Par Gabriel Campana (Sogeti/ESEC) : Sécuriser un programme dans un système embarqué
Leur faible puissance de calcul empêche les systèmes embarqués d'intégrer les dispositifs de sécurité classiques. Une difficulté qui sera dépassée en prenant certaines précautions lors de la phase de développement.
La principale caractéristique d'un système embarqué est d'être dédié à une tâche bien précise tout en étant soumis à de fortes contraintes (taille, coût, puissance, sûreté...). En conséquence, ses ressources sont généralement très limitées, et les mécanismes de sécurité diffèrent des systèmes classiques.
Une contrainte de faible puissance de calcul empêche l'intégration de dispositifs de sécurité présents sur les systèmes "classiques".

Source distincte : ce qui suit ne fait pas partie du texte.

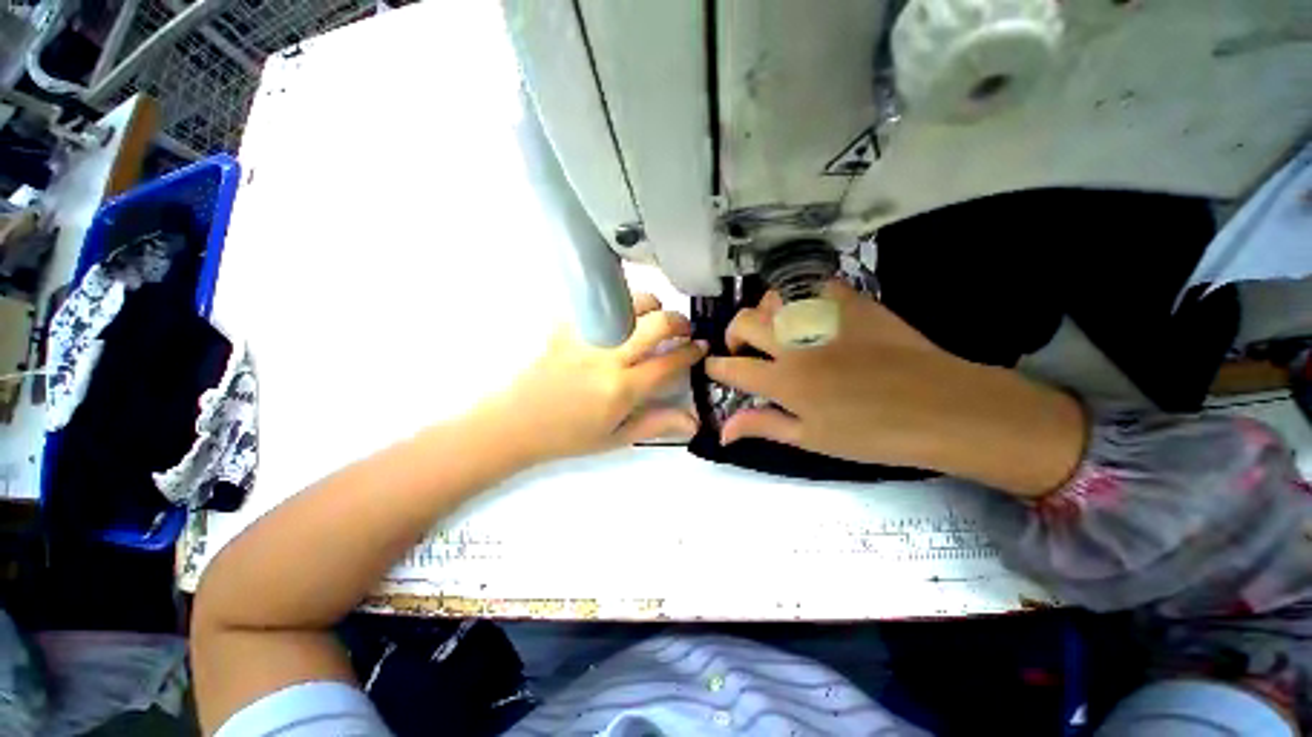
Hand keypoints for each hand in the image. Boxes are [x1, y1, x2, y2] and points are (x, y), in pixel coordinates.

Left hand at [487, 293, 706, 464]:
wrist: (516, 423)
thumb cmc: (570, 436)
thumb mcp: (617, 438)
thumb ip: (658, 424)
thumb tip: (696, 421)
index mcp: (622, 389)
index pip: (669, 361)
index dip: (692, 352)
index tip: (701, 347)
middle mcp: (608, 357)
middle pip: (656, 323)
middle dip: (679, 321)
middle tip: (683, 330)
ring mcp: (586, 337)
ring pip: (630, 304)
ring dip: (651, 307)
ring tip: (653, 320)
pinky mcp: (567, 326)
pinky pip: (599, 304)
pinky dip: (618, 306)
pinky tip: (620, 320)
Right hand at [705, 281, 1085, 495]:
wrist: (942, 409)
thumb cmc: (873, 434)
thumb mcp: (811, 438)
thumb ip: (763, 426)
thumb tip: (722, 431)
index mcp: (783, 381)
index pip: (731, 367)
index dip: (715, 367)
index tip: (714, 367)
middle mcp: (795, 343)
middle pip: (743, 322)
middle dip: (732, 335)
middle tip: (743, 350)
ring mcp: (824, 318)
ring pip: (774, 299)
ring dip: (765, 314)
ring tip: (776, 331)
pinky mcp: (852, 303)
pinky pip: (815, 286)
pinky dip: (803, 296)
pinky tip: (810, 314)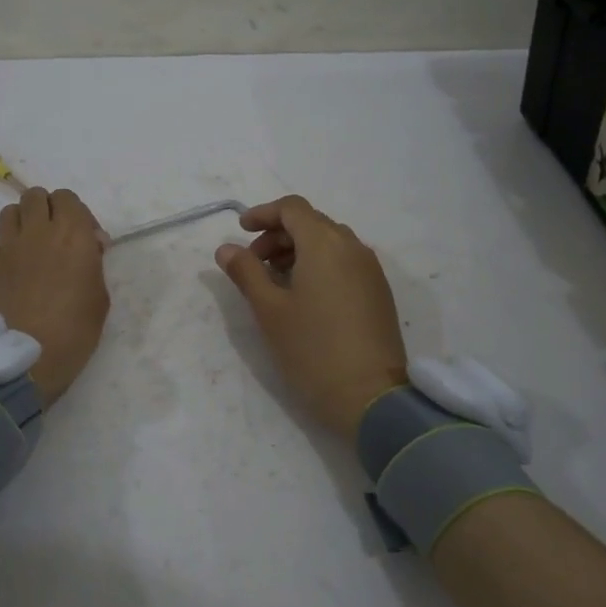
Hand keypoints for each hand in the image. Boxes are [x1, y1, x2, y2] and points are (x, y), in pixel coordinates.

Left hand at [0, 187, 109, 405]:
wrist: (30, 356)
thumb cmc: (77, 328)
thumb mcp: (101, 294)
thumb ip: (92, 263)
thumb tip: (86, 249)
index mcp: (72, 233)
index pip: (68, 198)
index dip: (77, 214)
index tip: (87, 240)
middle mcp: (38, 231)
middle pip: (35, 196)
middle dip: (47, 209)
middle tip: (57, 236)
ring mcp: (9, 248)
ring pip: (9, 212)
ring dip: (22, 222)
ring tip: (32, 247)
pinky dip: (1, 252)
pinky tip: (11, 271)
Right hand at [215, 195, 408, 437]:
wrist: (371, 397)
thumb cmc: (312, 349)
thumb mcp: (269, 310)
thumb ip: (246, 272)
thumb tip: (226, 249)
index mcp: (325, 244)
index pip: (292, 208)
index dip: (263, 213)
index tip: (241, 231)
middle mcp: (352, 247)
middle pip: (312, 223)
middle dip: (278, 234)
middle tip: (253, 262)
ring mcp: (370, 270)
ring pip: (330, 242)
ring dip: (299, 250)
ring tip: (275, 280)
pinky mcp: (379, 292)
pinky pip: (345, 262)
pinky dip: (320, 265)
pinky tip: (304, 295)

Par exemple, le mécanisme de mémoire virtuelle est absent sur de nombreux systèmes possédant ce type de contrainte : un accès à une adresse mémoire invalide dans un programme quelconque impactera le système dans son ensemble, le faisant immédiatement redémarrer dans la plupart des cas. Les développeurs doivent donc se focaliser particulièrement sur les problèmes de gestion de la mémoire, pouvant donner lieu à des attaques classiques de type dépassement de tampons.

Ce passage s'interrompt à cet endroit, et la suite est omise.